Khairy also stated that the government has not been rushing to sign deals with vaccine manufacturers, pointing out that they have been negotiating with manufacturers since April 2020, which was when the government announced its Science Diplomacy strategy.

The minister also said that this is just the first of many vaccine deals that the government is considering.

“Negotiations are ongoing, including with vaccine manufacturers from China (including the manufacturer which the state assemblyman strongly champions),” Khairy said.

However, Khairy stressed that the vaccines must be deemed safe and efficacious by the National Pharmaceutical Regulatory Agency (NPRA) under the Ministry of Health (MOH) before any agreement is executed and before the vaccination process begins.

Moreover, Khairy said that there will not just be one pharmaceutical company providing coronavirus vaccines for the entire Malaysian population.

“This is why the multi-pronged approach to procure a portfolio of vaccines is significant in order to obtain enough doses to meet our herd immunity target of 70 per cent of the population.”

Sungai Pelek representative Liu also claimed that some medical doctors in the West have spoken strongly against the Pfizer vaccine, claiming it will alter a person’s DNA. The coronavirus vaccines by Pfizer and Moderna will be the world’s first vaccines to use messenger-RNA (mRNA) technology by providing the genetic code for human cells to produce viral proteins.

Khairy explained that Pfizer’s mRNA vaccine instructs the body to produce one of the proteins on the surface of the coronavirus; the viral protein doesn’t cause disease.

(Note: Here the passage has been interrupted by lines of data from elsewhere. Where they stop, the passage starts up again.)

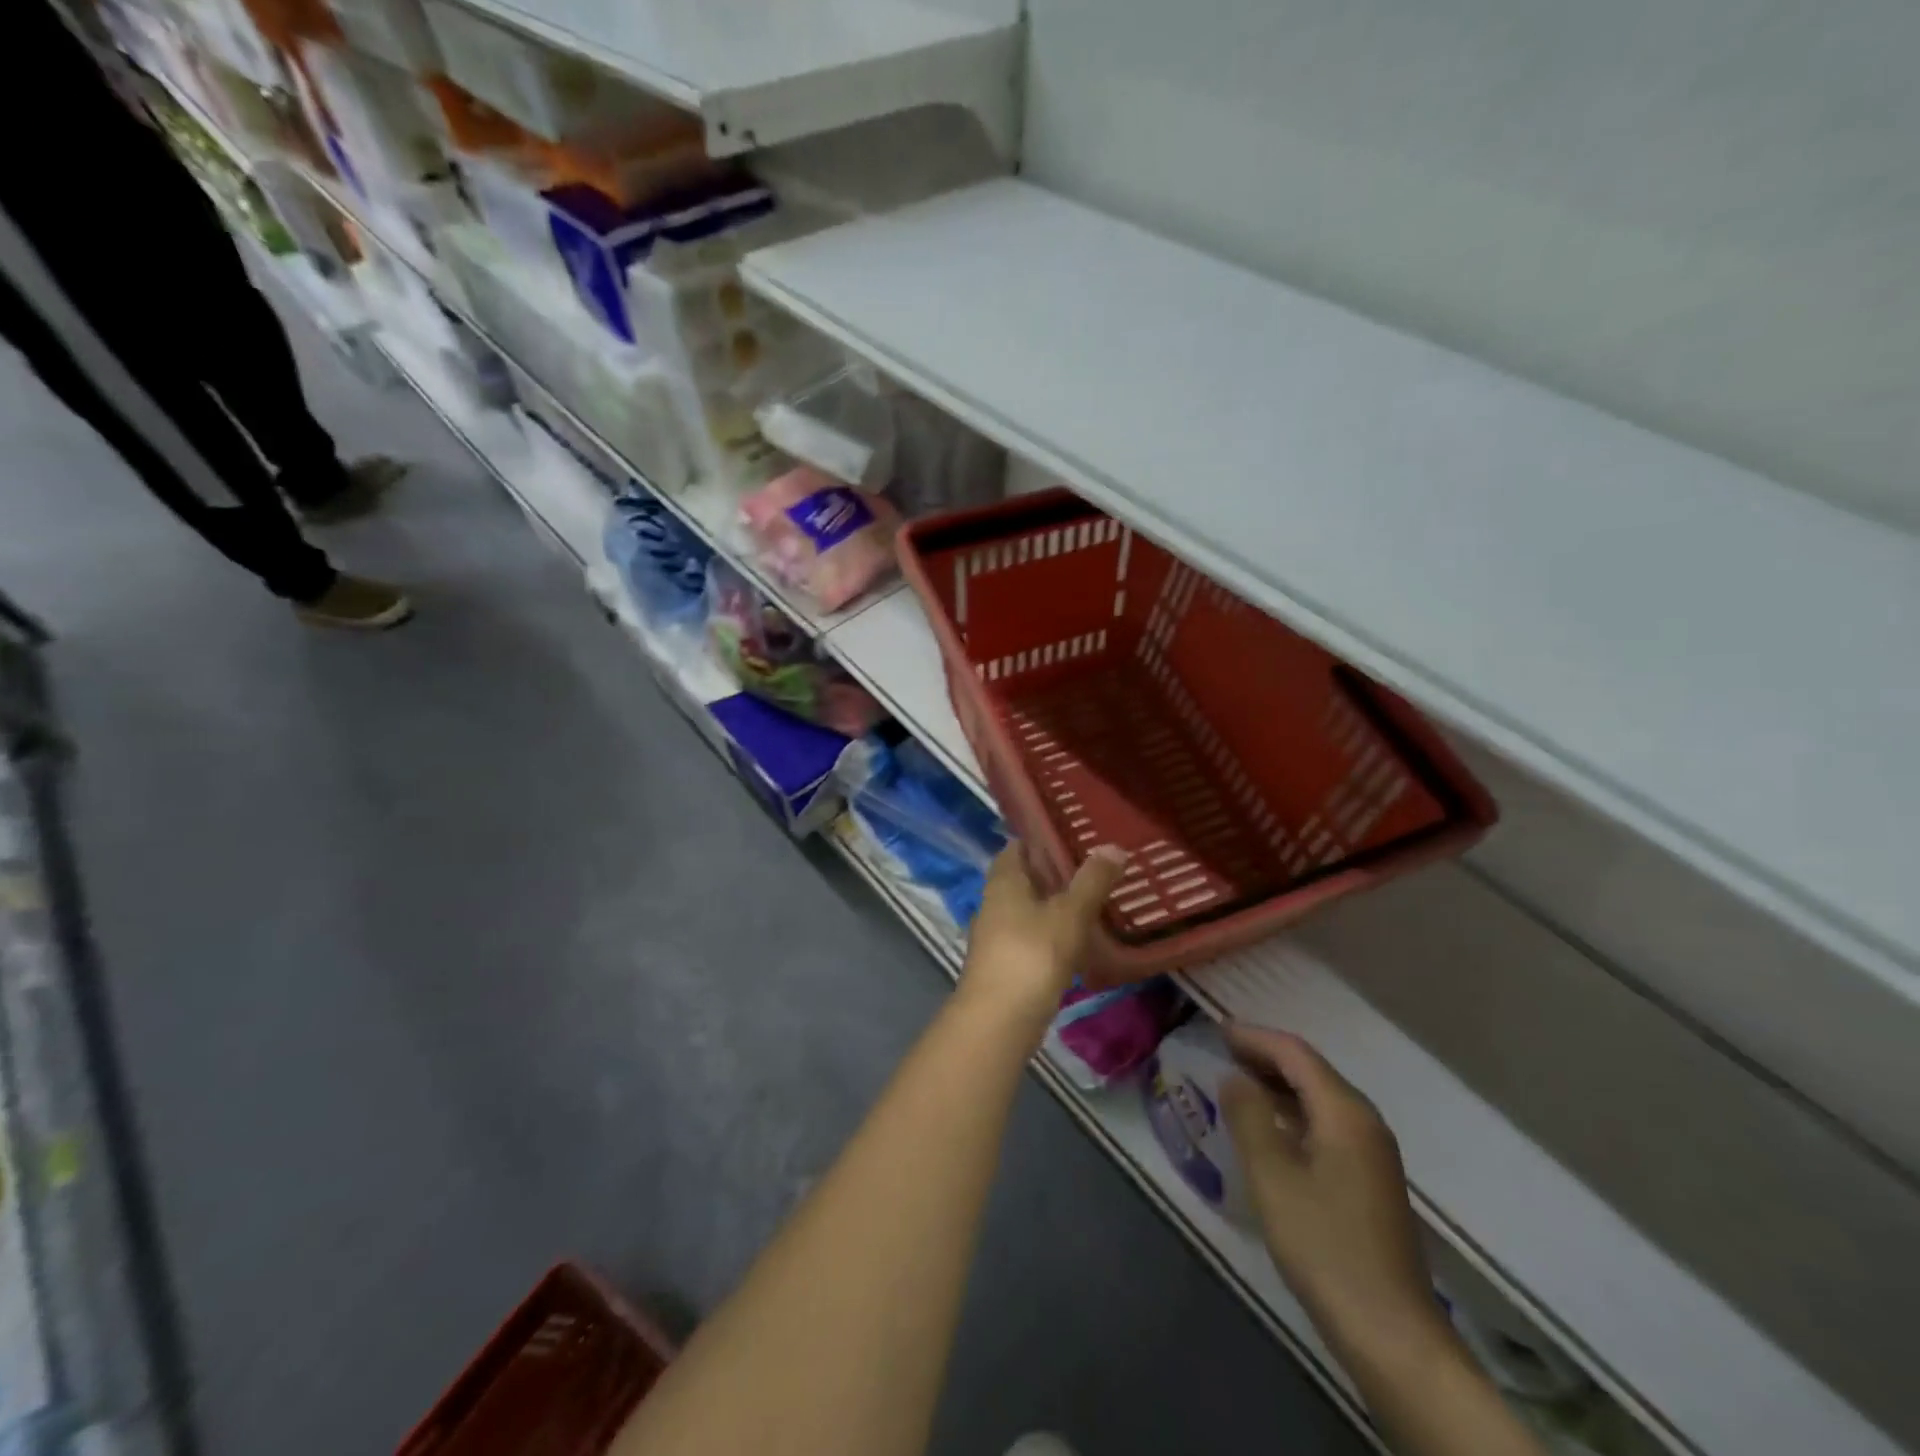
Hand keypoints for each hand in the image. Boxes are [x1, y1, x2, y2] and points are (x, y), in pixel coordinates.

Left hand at [959, 843, 1126, 1029]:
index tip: (1076, 834)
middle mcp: (994, 901)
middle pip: (1025, 877)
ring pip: (1028, 908)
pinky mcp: (1005, 963)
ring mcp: (996, 934)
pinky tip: (1079, 940)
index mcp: (1004, 880)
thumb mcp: (1070, 913)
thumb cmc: (1033, 954)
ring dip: (1055, 904)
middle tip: (1095, 867)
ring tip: (1094, 901)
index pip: (1019, 845)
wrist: (1000, 1020)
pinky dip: (1052, 932)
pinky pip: (1031, 936)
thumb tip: (1113, 846)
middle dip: (1055, 873)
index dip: (1044, 837)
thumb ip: (1092, 880)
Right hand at [1220, 1026, 1444, 1361]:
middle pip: (1311, 1071)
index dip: (1254, 1037)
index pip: (1295, 1054)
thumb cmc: (1324, 1245)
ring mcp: (1372, 1153)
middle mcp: (1365, 1122)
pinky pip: (1326, 1124)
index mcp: (1345, 1112)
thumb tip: (1233, 1077)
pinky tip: (1268, 1128)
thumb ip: (1248, 1117)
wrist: (1390, 1332)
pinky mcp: (1369, 1180)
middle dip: (1265, 1056)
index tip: (1216, 1029)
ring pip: (1319, 1098)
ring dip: (1277, 1084)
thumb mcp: (1272, 1176)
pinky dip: (1292, 1112)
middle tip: (1220, 1051)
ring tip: (1235, 1082)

Then, the immune system is expected to learn to recognise the viral protein and produce antibodies against it.

“That’s all the mRNA vaccine does. It does not alter your DNA,” Khairy stressed.

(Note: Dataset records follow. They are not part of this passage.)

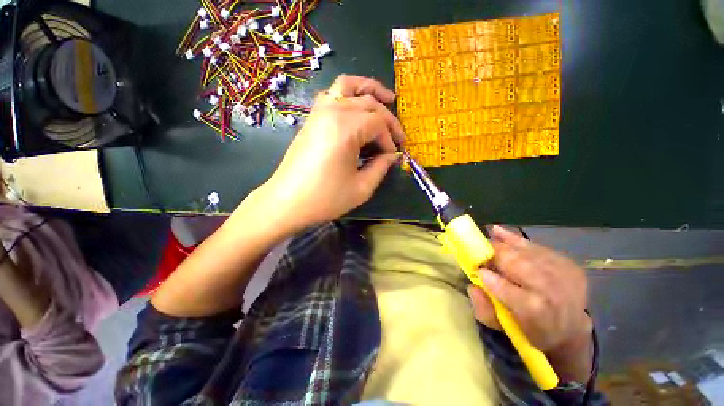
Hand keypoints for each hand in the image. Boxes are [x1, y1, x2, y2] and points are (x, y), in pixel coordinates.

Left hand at [257, 75, 404, 231]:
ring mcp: (318, 111)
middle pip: (369, 103)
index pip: (378, 123)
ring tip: (387, 98)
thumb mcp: (361, 188)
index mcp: (346, 129)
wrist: (287, 202)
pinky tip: (357, 106)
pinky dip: (349, 93)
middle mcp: (332, 111)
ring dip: (370, 89)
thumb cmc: (325, 198)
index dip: (390, 140)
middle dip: (388, 119)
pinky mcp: (311, 118)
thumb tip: (392, 156)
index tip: (393, 157)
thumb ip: (381, 167)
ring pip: (348, 85)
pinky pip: (332, 94)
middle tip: (397, 138)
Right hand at [467, 226, 592, 380]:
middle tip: (479, 250)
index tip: (478, 270)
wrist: (572, 330)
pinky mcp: (568, 264)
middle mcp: (553, 292)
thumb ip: (484, 309)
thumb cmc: (532, 331)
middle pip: (520, 265)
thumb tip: (472, 286)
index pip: (511, 293)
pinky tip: (499, 232)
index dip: (492, 280)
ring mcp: (564, 275)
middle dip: (496, 255)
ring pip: (527, 253)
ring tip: (487, 238)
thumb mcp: (505, 328)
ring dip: (504, 244)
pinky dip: (516, 239)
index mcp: (537, 313)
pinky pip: (536, 246)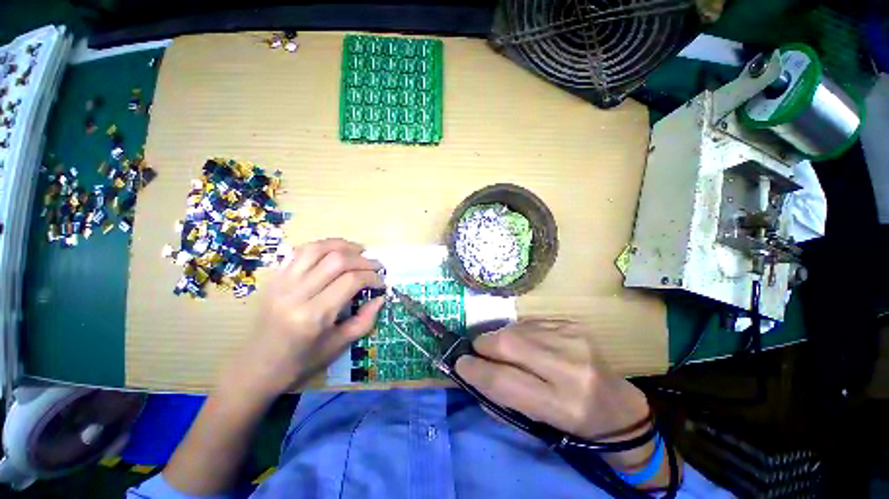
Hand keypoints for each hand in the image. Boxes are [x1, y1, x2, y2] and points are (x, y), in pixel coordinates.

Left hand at [219, 238, 384, 400]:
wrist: (256, 366)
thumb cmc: (301, 361)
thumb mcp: (338, 346)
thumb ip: (364, 320)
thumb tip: (380, 298)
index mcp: (314, 315)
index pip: (351, 280)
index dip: (372, 277)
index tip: (382, 283)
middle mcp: (296, 294)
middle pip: (337, 260)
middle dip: (363, 259)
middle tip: (376, 265)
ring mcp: (282, 282)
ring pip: (317, 248)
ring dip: (343, 245)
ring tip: (358, 250)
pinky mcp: (274, 278)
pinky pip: (299, 251)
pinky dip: (321, 246)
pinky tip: (334, 251)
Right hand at [455, 319, 663, 479]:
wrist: (618, 406)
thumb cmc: (574, 424)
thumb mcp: (538, 426)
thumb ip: (502, 399)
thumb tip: (473, 372)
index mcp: (562, 406)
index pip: (505, 382)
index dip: (476, 371)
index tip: (460, 364)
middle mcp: (570, 368)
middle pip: (509, 344)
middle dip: (484, 345)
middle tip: (477, 351)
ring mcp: (574, 340)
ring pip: (516, 329)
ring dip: (500, 338)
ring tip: (501, 349)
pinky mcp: (572, 324)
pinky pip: (529, 323)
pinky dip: (517, 332)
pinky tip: (523, 342)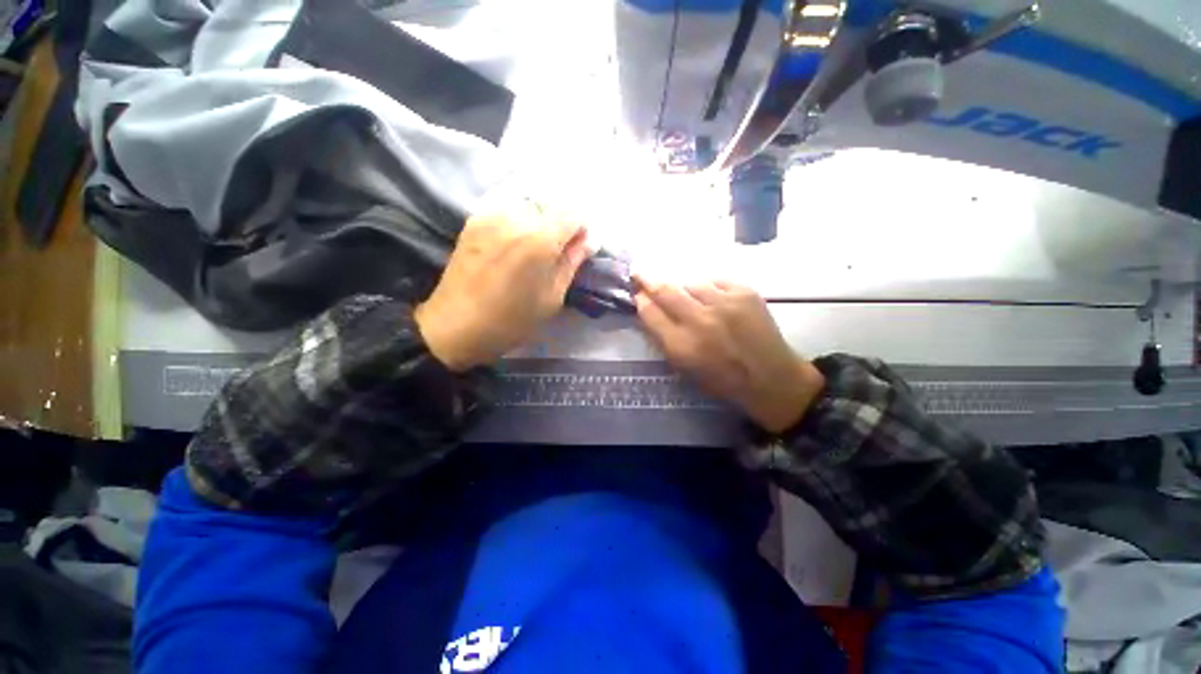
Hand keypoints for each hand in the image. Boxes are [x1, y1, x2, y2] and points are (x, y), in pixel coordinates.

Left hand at [415, 203, 589, 370]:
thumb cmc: (511, 320)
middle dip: (561, 224)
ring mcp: (491, 215)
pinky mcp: (474, 220)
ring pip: (529, 202)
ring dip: (540, 219)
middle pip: (551, 204)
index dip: (580, 229)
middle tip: (557, 250)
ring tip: (534, 247)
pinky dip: (519, 218)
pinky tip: (514, 242)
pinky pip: (507, 207)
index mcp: (539, 240)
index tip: (577, 249)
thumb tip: (588, 241)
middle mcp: (516, 218)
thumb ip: (571, 263)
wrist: (455, 326)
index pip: (573, 213)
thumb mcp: (551, 298)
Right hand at [634, 278, 824, 432]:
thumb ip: (663, 337)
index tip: (637, 293)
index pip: (650, 313)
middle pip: (666, 291)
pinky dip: (709, 288)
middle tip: (639, 272)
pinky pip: (716, 281)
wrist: (771, 377)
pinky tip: (713, 299)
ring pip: (691, 282)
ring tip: (689, 297)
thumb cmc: (722, 379)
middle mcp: (700, 321)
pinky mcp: (745, 293)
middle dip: (648, 279)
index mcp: (682, 346)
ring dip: (684, 287)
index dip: (641, 300)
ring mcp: (725, 304)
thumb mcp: (684, 367)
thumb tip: (648, 308)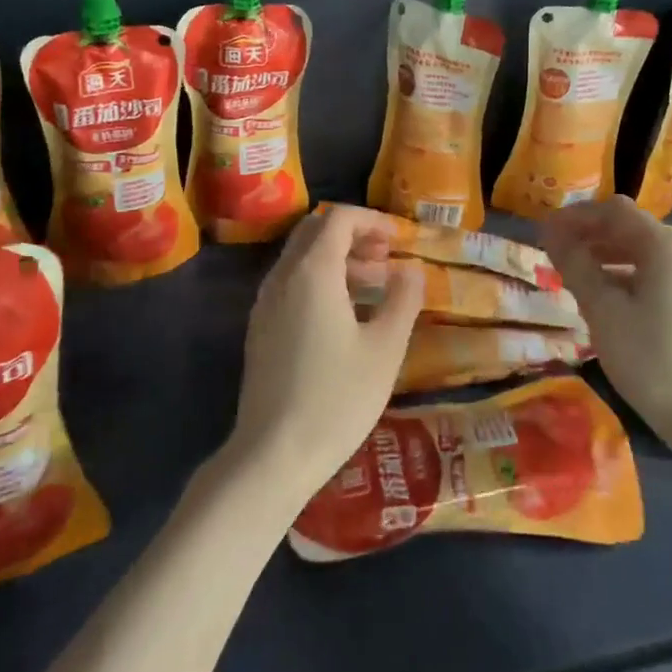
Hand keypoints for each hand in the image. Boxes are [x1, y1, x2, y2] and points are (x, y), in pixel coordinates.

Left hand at [226, 205, 423, 506]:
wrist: (274, 453)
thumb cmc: (337, 398)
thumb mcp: (385, 349)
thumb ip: (403, 300)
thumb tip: (411, 269)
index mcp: (313, 272)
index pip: (338, 218)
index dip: (371, 220)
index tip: (399, 239)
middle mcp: (282, 277)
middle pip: (315, 231)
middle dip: (353, 234)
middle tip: (387, 256)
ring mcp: (265, 303)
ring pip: (301, 258)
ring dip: (337, 258)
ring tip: (375, 284)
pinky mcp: (260, 328)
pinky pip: (291, 283)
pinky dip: (319, 280)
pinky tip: (345, 314)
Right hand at [538, 197, 671, 444]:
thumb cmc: (650, 359)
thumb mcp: (602, 309)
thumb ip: (575, 264)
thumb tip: (550, 232)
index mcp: (664, 245)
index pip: (613, 210)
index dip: (575, 216)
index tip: (542, 231)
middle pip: (628, 226)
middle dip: (588, 233)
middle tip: (552, 251)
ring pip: (640, 249)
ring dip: (603, 252)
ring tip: (570, 271)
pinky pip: (653, 271)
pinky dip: (623, 272)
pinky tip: (601, 294)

In his letter, Liu also questioned Khairy’s involvement in negotiations of Covid-19 vaccines, when vaccines come directly under MOH’s purview.

“We are taking a whole-of-government approach to the Covid-19 crisis. It is all hands-on deck,” Khairy said.

“Every one of my Cabinet colleagues is involved in this effort to get us through this pandemic.”

Khairy said that the Ministry of Science, Technology and Innovation (MOSTI) is involved in vaccine negotiations as the ministry in charge of biotechnology. He pointed out that the Malaysia Genome Institute under MOSTI is producing whole genome sequencing and bioinformatics analysis to detect mutations in the genome from Covid-19 samples.

He also said that MOSTI is in the process of developing a National Vaccine Roadmap and the National Institutes of Biotechnology (NIBM) Malaysia, under MOSTI, is collaborating with multiple foreign research institutes in vaccine development research and development as well.